● What the exercise asks:
The string "Abelardo" appears in some lines of the entries that follow; copy each such line.

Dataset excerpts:

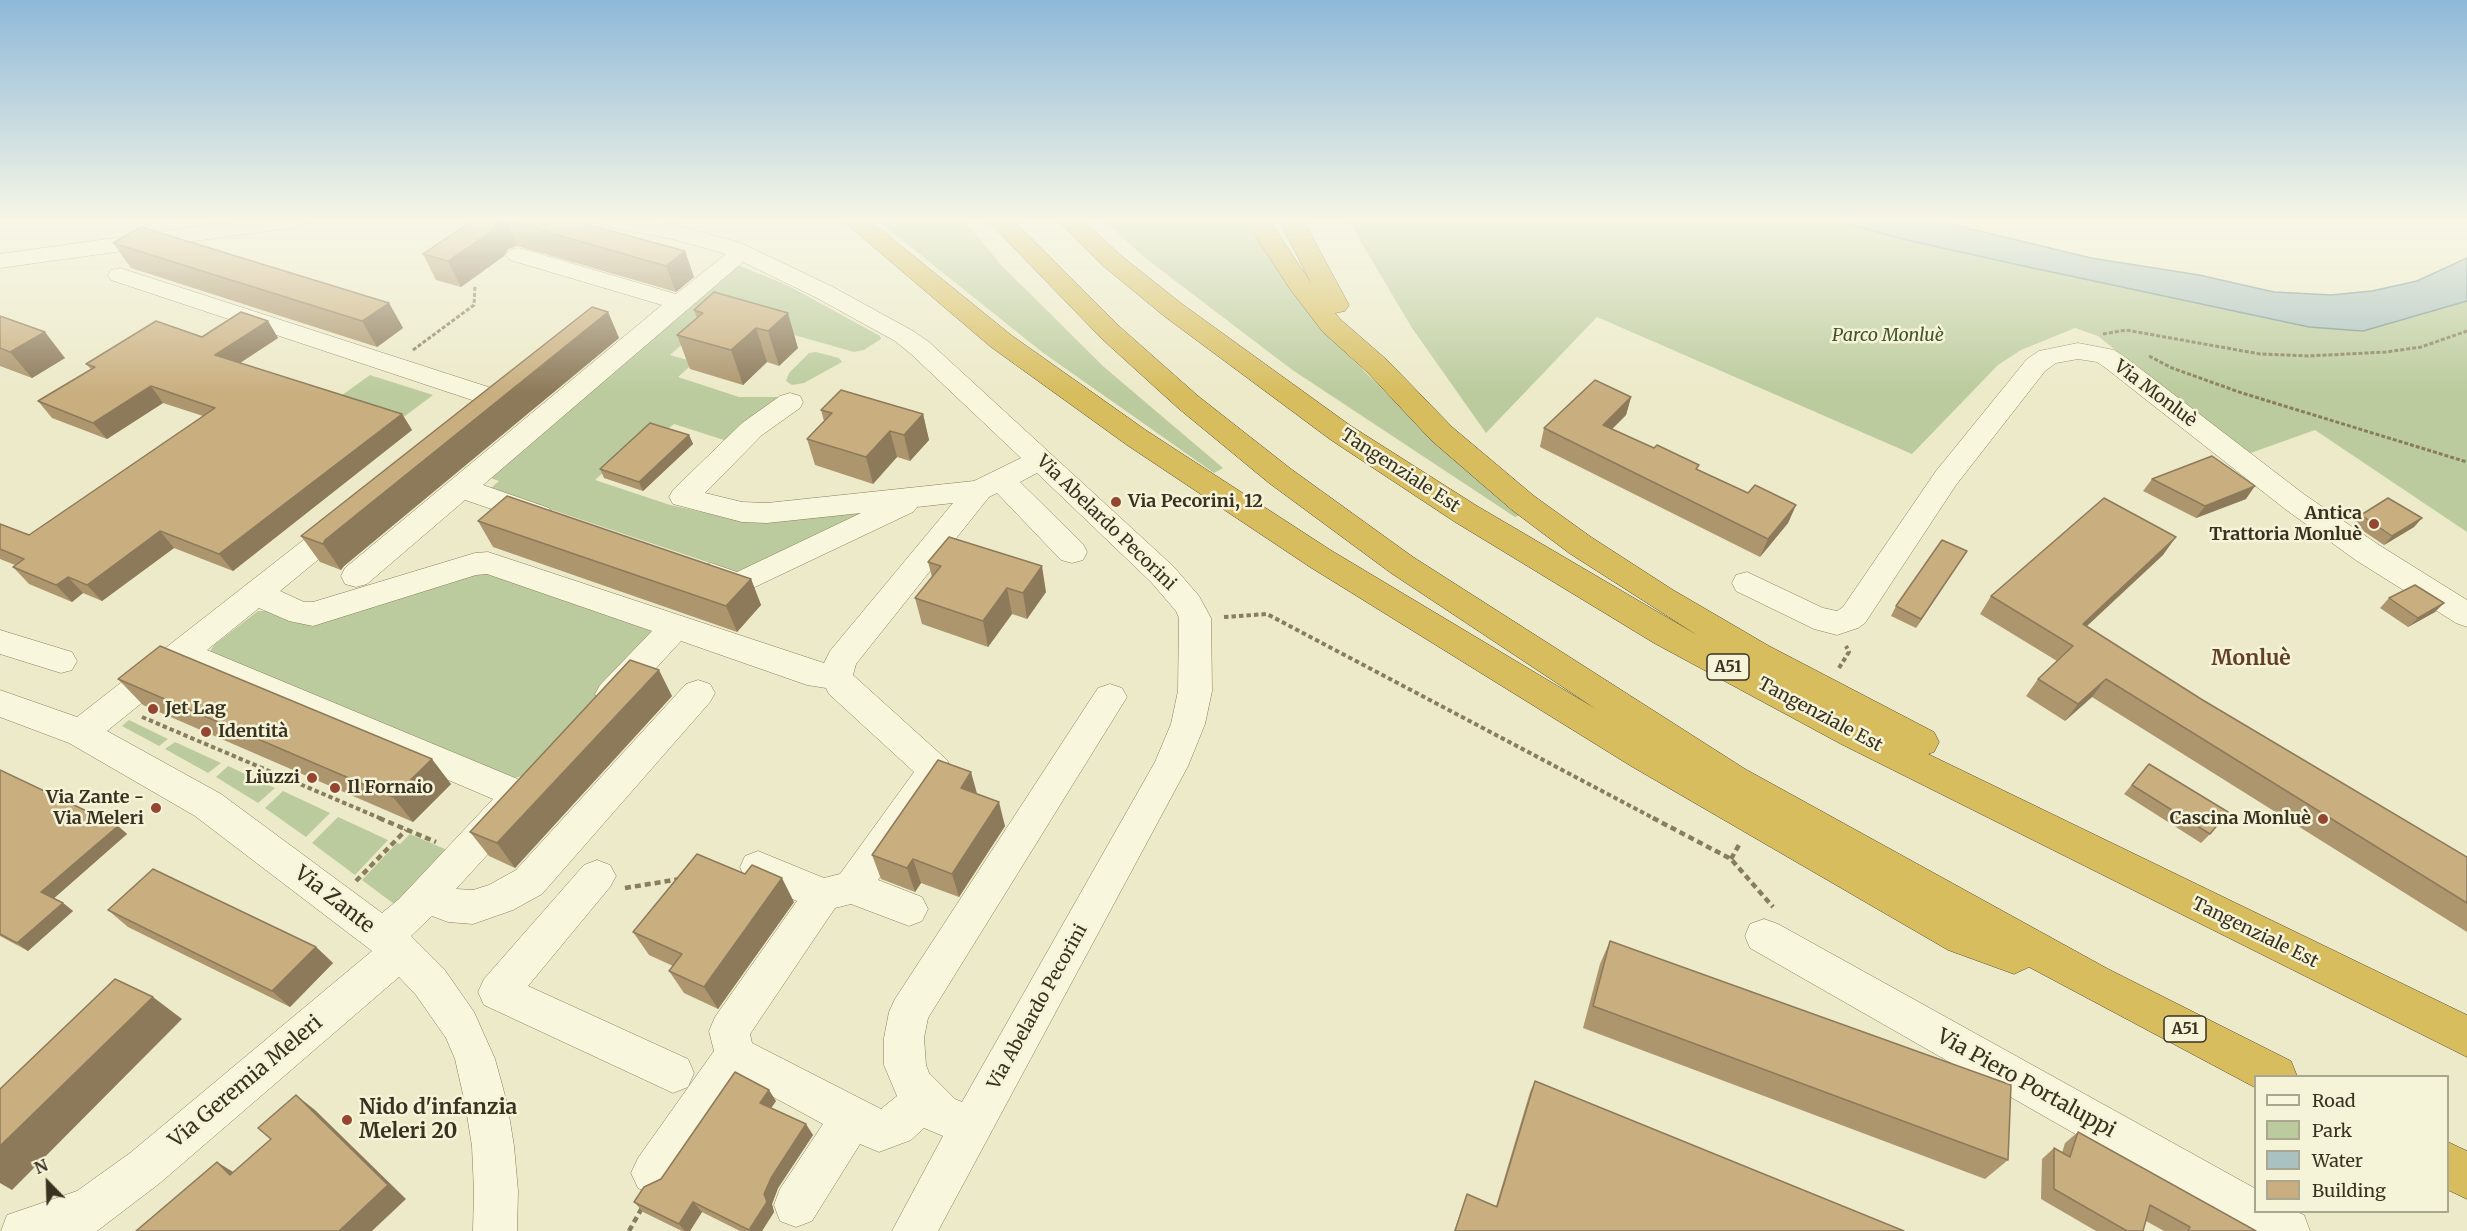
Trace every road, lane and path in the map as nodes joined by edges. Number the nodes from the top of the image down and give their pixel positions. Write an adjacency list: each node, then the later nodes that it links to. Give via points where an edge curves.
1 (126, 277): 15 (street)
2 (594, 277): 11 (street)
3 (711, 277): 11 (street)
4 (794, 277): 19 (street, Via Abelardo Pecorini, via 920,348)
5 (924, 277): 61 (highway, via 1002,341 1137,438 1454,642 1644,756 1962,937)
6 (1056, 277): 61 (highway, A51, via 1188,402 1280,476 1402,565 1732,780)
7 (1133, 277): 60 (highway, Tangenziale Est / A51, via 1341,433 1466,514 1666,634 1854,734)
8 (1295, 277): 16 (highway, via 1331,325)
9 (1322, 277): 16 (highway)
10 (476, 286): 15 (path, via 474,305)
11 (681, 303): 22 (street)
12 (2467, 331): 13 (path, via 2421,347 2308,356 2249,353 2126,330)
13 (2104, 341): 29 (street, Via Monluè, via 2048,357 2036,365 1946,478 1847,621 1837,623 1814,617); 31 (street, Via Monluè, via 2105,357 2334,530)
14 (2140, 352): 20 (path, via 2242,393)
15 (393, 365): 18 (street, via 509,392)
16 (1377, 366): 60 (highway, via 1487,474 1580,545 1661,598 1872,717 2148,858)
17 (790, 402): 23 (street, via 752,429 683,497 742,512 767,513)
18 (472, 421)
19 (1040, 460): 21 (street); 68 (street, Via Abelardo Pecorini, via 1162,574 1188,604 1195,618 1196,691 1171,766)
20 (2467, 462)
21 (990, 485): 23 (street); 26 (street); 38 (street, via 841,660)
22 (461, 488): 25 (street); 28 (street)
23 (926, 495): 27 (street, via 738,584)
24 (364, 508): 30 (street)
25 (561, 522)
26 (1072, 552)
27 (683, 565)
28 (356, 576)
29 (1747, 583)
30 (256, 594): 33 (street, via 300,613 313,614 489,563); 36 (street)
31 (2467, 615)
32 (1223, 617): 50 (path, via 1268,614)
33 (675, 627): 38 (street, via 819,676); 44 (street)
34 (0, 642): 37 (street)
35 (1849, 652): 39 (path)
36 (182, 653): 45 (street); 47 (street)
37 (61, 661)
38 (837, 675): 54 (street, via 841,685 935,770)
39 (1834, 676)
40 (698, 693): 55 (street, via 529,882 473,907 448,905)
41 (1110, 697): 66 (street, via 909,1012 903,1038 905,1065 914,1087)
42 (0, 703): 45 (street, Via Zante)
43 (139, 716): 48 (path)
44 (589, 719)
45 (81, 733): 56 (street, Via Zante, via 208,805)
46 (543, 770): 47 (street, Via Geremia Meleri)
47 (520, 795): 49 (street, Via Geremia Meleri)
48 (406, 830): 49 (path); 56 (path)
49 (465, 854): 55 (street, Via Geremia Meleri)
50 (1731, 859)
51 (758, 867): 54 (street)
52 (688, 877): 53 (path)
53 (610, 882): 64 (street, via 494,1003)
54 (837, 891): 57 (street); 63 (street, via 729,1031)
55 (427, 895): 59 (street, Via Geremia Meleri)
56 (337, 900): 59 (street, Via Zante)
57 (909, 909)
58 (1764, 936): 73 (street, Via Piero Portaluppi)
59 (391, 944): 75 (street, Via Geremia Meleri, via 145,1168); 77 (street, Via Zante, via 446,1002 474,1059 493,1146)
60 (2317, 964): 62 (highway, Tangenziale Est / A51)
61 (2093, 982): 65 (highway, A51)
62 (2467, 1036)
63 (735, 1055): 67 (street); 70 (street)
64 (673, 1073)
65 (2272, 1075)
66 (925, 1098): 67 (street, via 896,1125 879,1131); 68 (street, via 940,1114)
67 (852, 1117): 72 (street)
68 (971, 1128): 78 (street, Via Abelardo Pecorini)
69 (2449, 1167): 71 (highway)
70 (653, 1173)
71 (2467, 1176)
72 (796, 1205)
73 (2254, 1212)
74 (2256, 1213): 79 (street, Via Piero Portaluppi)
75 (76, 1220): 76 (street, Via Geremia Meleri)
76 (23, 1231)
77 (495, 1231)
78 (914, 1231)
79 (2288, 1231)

● Response to this exercise:
4 (794, 277): 19 (street, Via Abelardo Pecorini, via 920,348)
19 (1040, 460): 21 (street); 68 (street, Via Abelardo Pecorini, via 1162,574 1188,604 1195,618 1196,691 1171,766)
68 (971, 1128): 78 (street, Via Abelardo Pecorini)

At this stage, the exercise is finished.